The Cloven Viscount is a rather early work by Calvino.  I believe it was first published in 1952.  It does have an early-writer feel to it – but probably made more obvious since I just finished reading If on  a winter’s night a traveler. . .  I was entertained by the story and I do feel that Calvino was attempting to make some vague demonstrations of morality, religion, and even war, but it isn’t a great masterpiece.  I enjoyed the work because it was unique and entertaining and Calvino has skill using words.  However, if I step back and consider the novella in terms of all the things I have read, it really only falls in the average category.

The Cloven Viscount is about a Viscount, dopey and naive, who heads to do his duty at war with the Moslems (purposive spelling there).  In his zeal for fighting he gets blasted into two by a cannonball.  Two – vertically; not like an upper and lower half situation.  But a left and right split. Anyway, he returns home (salvaged from the battlefield) and irrationally terrorizes his castle, lands, and people.  Foibles and situations arise as the story is told by the Viscount’s nephew.  Calvino touches on religious groups (and the persecution/sequestering they undergo) as well as some vague ideas regarding a class society.  But it is all very “light” and not fleshed-out and certainly not overbearing.  In the end, the novella has a morality tale feel to it – without a whole lot of the sermonizing found in morality tales.  Overall, it was okay. Somewhat interesting, somewhat flat.

I much more enjoyed The Nonexistent Knight – and it conjured up fantastic combinations in my brain of Alice’s Adventures in Wonderland, St. Terese d’Avila, and Monty Python and the Holy Grail.   It was first published in 1959 and I found a lot to like in the novella. To be honest, I will probably “forget” The Cloven Viscount soon enough – but The Nonexistent Knight will keep in my head for awhile. Interesting ideas to play with and, like the other novella, quite unique.

The novella is twelve chapters in all, but I feel like at chapter nine, Calvino got restless with his story and just wanted to wrap it up. There is a change that takes place in the writing and storyline – as if it was to be a novel and then just became a novella because Calvino was “done with it.”  And this is why it gets three stars from me and not more.
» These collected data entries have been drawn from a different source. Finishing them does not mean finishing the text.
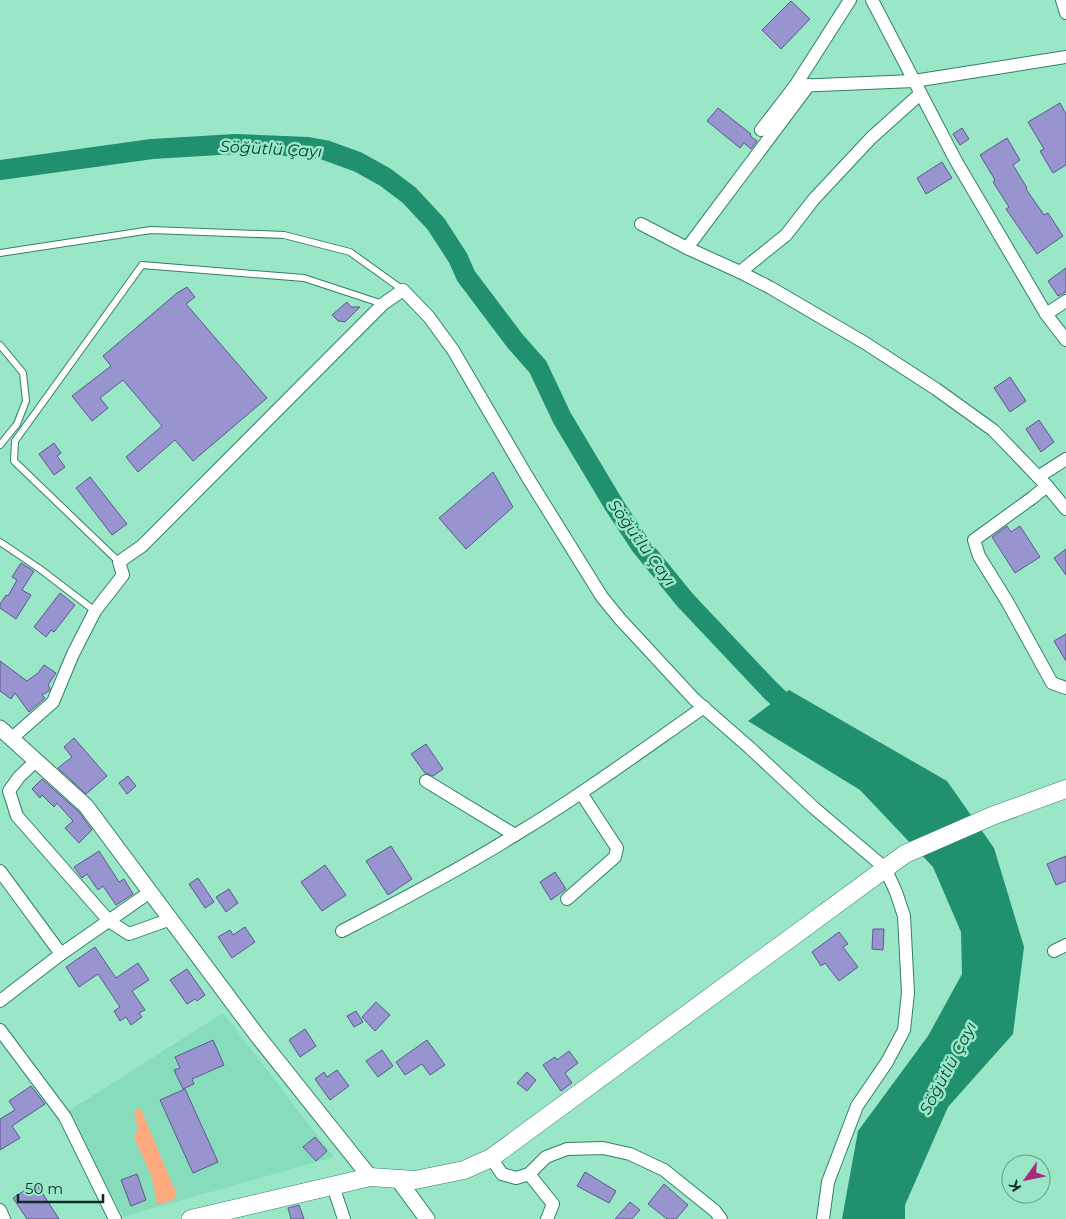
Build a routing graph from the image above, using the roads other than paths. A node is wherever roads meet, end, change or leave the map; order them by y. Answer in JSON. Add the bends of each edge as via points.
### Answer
{"nodes":[{"id":1,"x":850,"y":0,"type":"edge"},
{"id":2,"x":872,"y":0,"type":"edge"},
{"id":3,"x":1062,"y":0,"type":"edge"},
{"id":4,"x":1066,"y":13,"type":"edge"},
{"id":5,"x":1066,"y":57,"type":"edge"},
{"id":6,"x":914,"y":81,"type":"junction"},
{"id":7,"x":809,"y":85,"type":"junction"},
{"id":8,"x":795,"y":86,"type":"junction"},
{"id":9,"x":920,"y":94,"type":"junction"},
{"id":10,"x":761,"y":130,"type":"dead end"},
{"id":11,"x":642,"y":224,"type":"dead end"},
{"id":12,"x":687,"y":248,"type":"junction"},
{"id":13,"x":0,"y":253,"type":"edge"},
{"id":14,"x":740,"y":272,"type":"junction"},
{"id":15,"x":403,"y":290,"type":"junction"},
{"id":16,"x":1066,"y":301,"type":"edge"},
{"id":17,"x":383,"y":304,"type":"junction"},
{"id":18,"x":1046,"y":314,"type":"junction"},
{"id":19,"x":1066,"y":340,"type":"edge"},
{"id":20,"x":0,"y":345,"type":"edge"},
{"id":21,"x":0,"y":445,"type":"edge"},
{"id":22,"x":1066,"y":459,"type":"edge"},
{"id":23,"x":1042,"y":482,"type":"junction"},
{"id":24,"x":1066,"y":509,"type":"edge"},
{"id":25,"x":0,"y":542,"type":"edge"},
{"id":26,"x":120,"y":562,"type":"junction"},
{"id":27,"x":95,"y":611,"type":"junction"},
{"id":28,"x":1066,"y":688,"type":"edge"},
{"id":29,"x":704,"y":707,"type":"junction"},
{"id":30,"x":6,"y":733,"type":"edge"},
{"id":31,"x":37,"y":760,"type":"junction"},
{"id":32,"x":426,"y":781,"type":"dead end"},
{"id":33,"x":1066,"y":790,"type":"edge"},
{"id":34,"x":581,"y":793,"type":"junction"},
{"id":35,"x":4,"y":794,"type":"edge"},
{"id":36,"x":516,"y":835,"type":"junction"},
{"id":37,"x":885,"y":868,"type":"junction"},
{"id":38,"x":0,"y":871,"type":"edge"},
{"id":39,"x":150,"y":892,"type":"junction"},
{"id":40,"x":567,"y":899,"type":"dead end"},
{"id":41,"x":170,"y":919,"type":"junction"},
{"id":42,"x":109,"y":921,"type":"junction"},
{"id":43,"x":342,"y":931,"type":"dead end"},
{"id":44,"x":1066,"y":945,"type":"edge"},
{"id":45,"x":1054,"y":950,"type":"dead end"},
{"id":46,"x":61,"y":954,"type":"junction"},
{"id":47,"x":0,"y":1000,"type":"edge"},
{"id":48,"x":0,"y":1030,"type":"edge"},
{"id":49,"x":491,"y":1158,"type":"junction"},
{"id":50,"x":529,"y":1174,"type":"junction"},
{"id":51,"x":370,"y":1177,"type":"junction"},
{"id":52,"x":398,"y":1178,"type":"junction"},
{"id":53,"x":333,"y":1186,"type":"junction"},
{"id":54,"x":0,"y":1210,"type":"edge"},
{"id":55,"x":714,"y":1216,"type":"edge"},
{"id":56,"x":4,"y":1219,"type":"edge"},
{"id":57,"x":115,"y":1219,"type":"edge"},
{"id":58,"x":191,"y":1219,"type":"edge"},
{"id":59,"x":344,"y":1219,"type":"edge"},
{"id":60,"x":427,"y":1219,"type":"edge"},
{"id":61,"x":547,"y":1219,"type":"edge"},
{"id":62,"x":823,"y":1219,"type":"edge"}],
"edges":[{"from":1,"to":8,"type":"street"},
{"from":2,"to":6,"type":"street"},
{"from":3,"to":4,"type":"street"},
{"from":5,"to":6,"type":"street"},
{"from":6,"to":7,"type":"street"},
{"from":6,"to":9,"type":"street"},
{"from":7,"to":8,"type":"street"},
{"from":7,"to":12,"type":"street"},
{"from":8,"to":10,"type":"street"},
{"from":9,"to":14,"type":"street","via":[[871,138],[814,199],[786,235]]},
{"from":9,"to":18,"type":"street"},
{"from":11,"to":12,"type":"street"},
{"from":12,"to":14,"type":"street"},
{"from":13,"to":15,"type":"lane","via":[[152,230],[284,235],[350,252]]},
{"from":14,"to":23,"type":"street","via":[[857,338],[936,389],[993,430]]},
{"from":15,"to":17,"type":"street"},
{"from":15,"to":29,"type":"street","via":[[453,350],[602,597],[644,646]]},
{"from":16,"to":18,"type":"street"},
{"from":17,"to":26,"type":"street","via":[[142,546]]},
{"from":17,"to":26,"type":"lane","via":[[304,278],[142,265],[15,441],[14,461]]},
{"from":18,"to":19,"type":"street"},
{"from":20,"to":21,"type":"lane","via":[[23,373],[26,401],[17,424]]},
{"from":22,"to":23,"type":"street"},
{"from":23,"to":24,"type":"street"},
{"from":23,"to":28,"type":"street","via":[[1032,498],[974,540],[979,556],[1052,683]]},
{"from":25,"to":27,"type":"lane"},
{"from":26,"to":27,"type":"street","via":[[123,575]]},
{"from":27,"to":30,"type":"street","via":[[53,702]]},
{"from":29,"to":34,"type":"street"},
{"from":29,"to":37,"type":"street"},
{"from":30,"to":31,"type":"street"},
{"from":31,"to":35,"type":"street"},
{"from":31,"to":39,"type":"street","via":[[86,806]]},
{"from":32,"to":36,"type":"street"},
{"from":33,"to":37,"type":"main road","via":[[992,816],[905,854]]},
{"from":34,"to":36,"type":"street"},
{"from":34,"to":40,"type":"street","via":[[617,848],[616,857]]},
{"from":35,"to":42,"type":"street","via":[[17,816]]},
{"from":36,"to":43,"type":"street"},
{"from":37,"to":49,"type":"main road"},
{"from":37,"to":62,"type":"street","via":[[904,916],[908,993],[904,1030],[857,1106],[828,1182]]},
{"from":38,"to":46,"type":"street"},
{"from":39,"to":41,"type":"street"},
{"from":39,"to":42,"type":"street"},
{"from":41,"to":42,"type":"street","via":[[129,934]]},
{"from":41,"to":51,"type":"street"},
{"from":42,"to":46,"type":"street"},
{"from":44,"to":45,"type":"street"},
{"from":46,"to":47,"type":"street"},
{"from":48,"to":57,"type":"street","via":[[65,1117]]},
{"from":49,"to":50,"type":"street","via":[[502,1174],[516,1178]]},
{"from":49,"to":52,"type":"main road","via":[[464,1170],[415,1180]]},
{"from":50,"to":55,"type":"street","via":[[546,1157],[567,1149],[603,1148],[630,1154],[664,1170]]},
{"from":50,"to":61,"type":"street","via":[[553,1204]]},
{"from":51,"to":52,"type":"main road"},
{"from":51,"to":53,"type":"main road"},
{"from":52,"to":60,"type":"street"},
{"from":53,"to":58,"type":"main road"},
{"from":53,"to":59,"type":"street"},
{"from":54,"to":56,"type":"street"}]}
The first four chapters really satirize and mock the human fascination with war and chivalry and nobility.  Calvino presents an image of medieval war that ignores all of the high-moral standards that are presented in dreamy romances about the Middle Ages.  But it is not an in-depth criticism that Calvino presents.  Rather, it seems like he pretends to explain the perspective that the actual participants have towards battle.  For example on page 62:

War anyway is made up of a bit of slaughter and a bit of routine and doesn’t bear being looked into too closely.

The female character, Bradamante, is fascinating and I would have liked to have seen this character developed in a full-length novel.  She is so incongruous and yet significant to the story!  But, of course, the story is nothing without Agilulf Bertrandin of the Guildivern.  Here is the concept of the ideal made real.  And yet, as nonexistent as the real gets. (Which is so much fun to type.)  And I just love this character.  He’s so ridiculous and awesome and fun to explore.  His interactions with the others are so cool and confident and yet, he carries this massive sorrow of the distance of non-existence around.  I loved him as a character – and I think Bradamante was a great balance to his character.

Another character (Raimbaut) speaks of him:

I see the virtue and value, but it’s all so cold . . . but a knight who doesn’t exist, that does rather frighten me, I must confess. . . Yet I admire him, he’s so perfect in all he does, he makes one more confident than if he did exist. . .

So this is a wonderful concept to continue thinking on:  why does the ideal existing cause fear? (It’s obvious it causes admiration.) And in this novella, does the ideal actually exist or not? Fascinating.